### REQUIRED ACTION
The answer must be one number: how many lines below contain the word "name".

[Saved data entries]

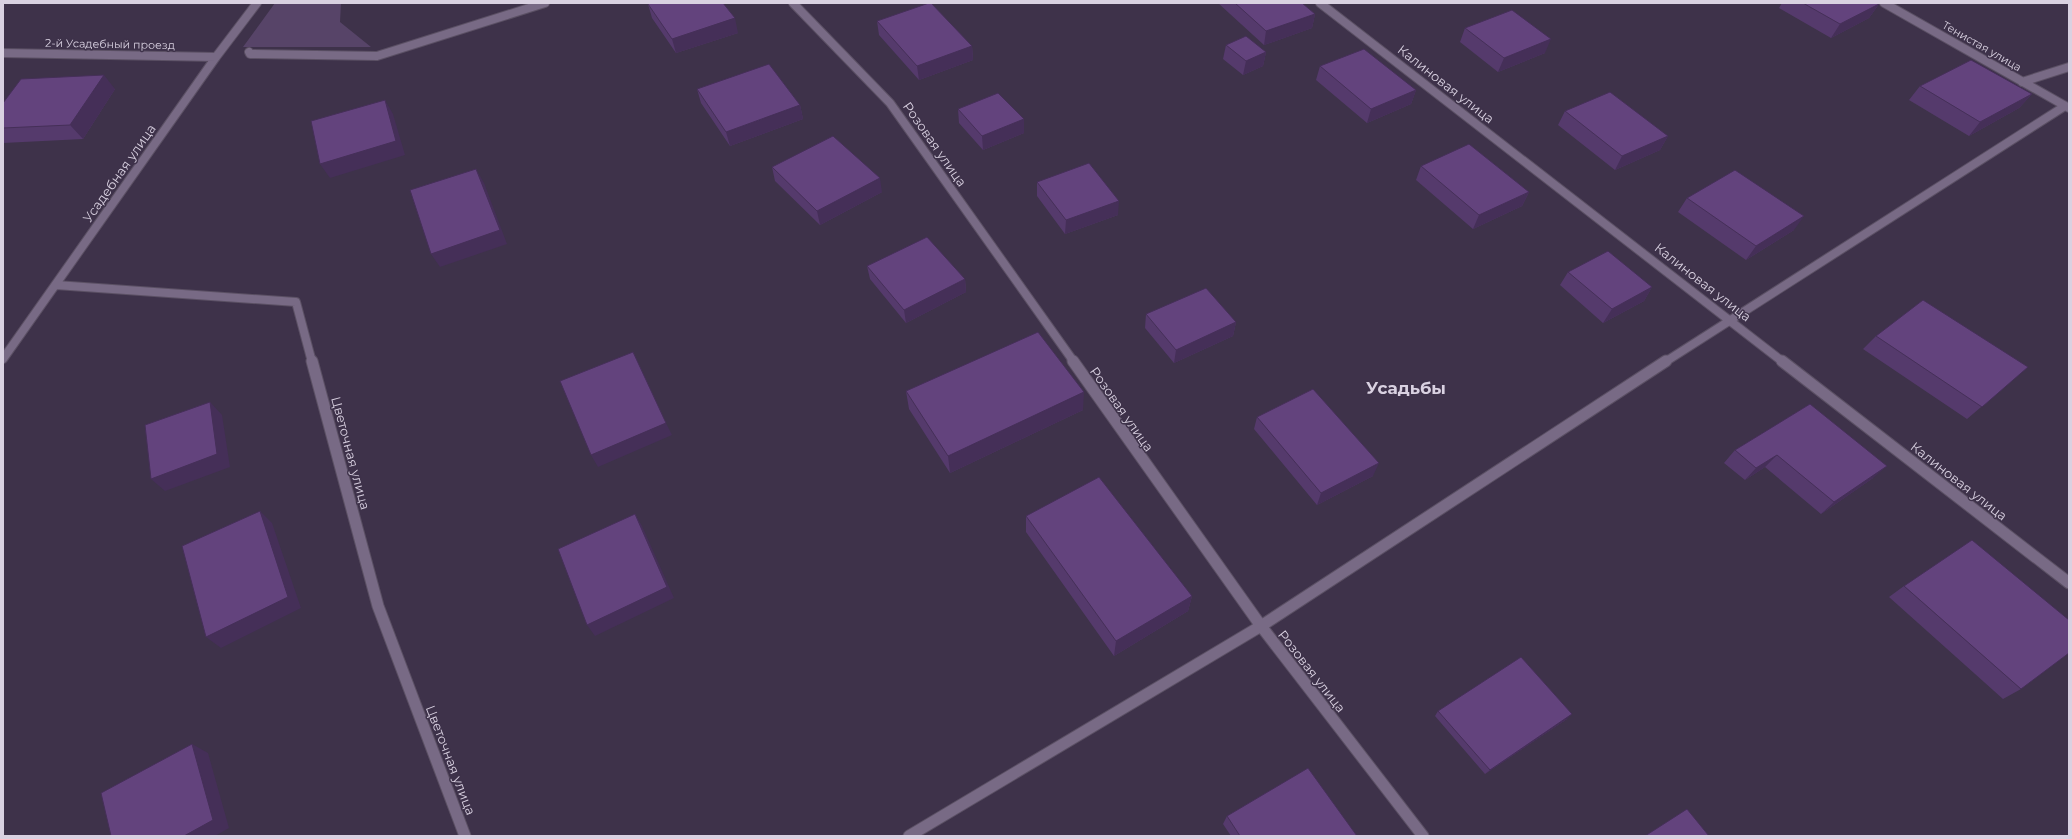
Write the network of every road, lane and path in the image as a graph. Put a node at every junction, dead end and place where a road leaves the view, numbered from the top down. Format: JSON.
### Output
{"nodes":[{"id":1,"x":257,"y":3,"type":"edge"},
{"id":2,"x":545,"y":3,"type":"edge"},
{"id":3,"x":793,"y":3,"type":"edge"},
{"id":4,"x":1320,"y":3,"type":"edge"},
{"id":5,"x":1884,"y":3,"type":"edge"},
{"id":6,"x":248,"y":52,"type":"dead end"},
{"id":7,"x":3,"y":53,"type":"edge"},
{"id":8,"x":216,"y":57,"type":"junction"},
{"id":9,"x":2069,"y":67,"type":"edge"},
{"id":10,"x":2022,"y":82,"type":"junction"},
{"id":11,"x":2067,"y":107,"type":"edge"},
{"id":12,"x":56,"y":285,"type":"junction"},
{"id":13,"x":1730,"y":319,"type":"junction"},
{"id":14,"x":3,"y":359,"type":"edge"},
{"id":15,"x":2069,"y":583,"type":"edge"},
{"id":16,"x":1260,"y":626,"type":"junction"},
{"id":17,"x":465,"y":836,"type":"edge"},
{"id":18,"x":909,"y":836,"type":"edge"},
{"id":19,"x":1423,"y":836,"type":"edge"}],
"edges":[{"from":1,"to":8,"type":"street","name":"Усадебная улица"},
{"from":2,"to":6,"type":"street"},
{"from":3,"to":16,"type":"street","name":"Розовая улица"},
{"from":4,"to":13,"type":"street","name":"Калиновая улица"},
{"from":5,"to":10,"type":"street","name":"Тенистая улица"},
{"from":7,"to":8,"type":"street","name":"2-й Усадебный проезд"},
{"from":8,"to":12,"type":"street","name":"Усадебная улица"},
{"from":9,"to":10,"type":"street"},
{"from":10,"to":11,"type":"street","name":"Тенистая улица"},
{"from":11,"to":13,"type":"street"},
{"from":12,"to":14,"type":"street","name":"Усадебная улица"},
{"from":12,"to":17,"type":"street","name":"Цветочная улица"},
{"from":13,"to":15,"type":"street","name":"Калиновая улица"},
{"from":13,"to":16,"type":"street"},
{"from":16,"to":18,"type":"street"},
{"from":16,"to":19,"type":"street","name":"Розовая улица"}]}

### ANSWER TO THIS TASK
11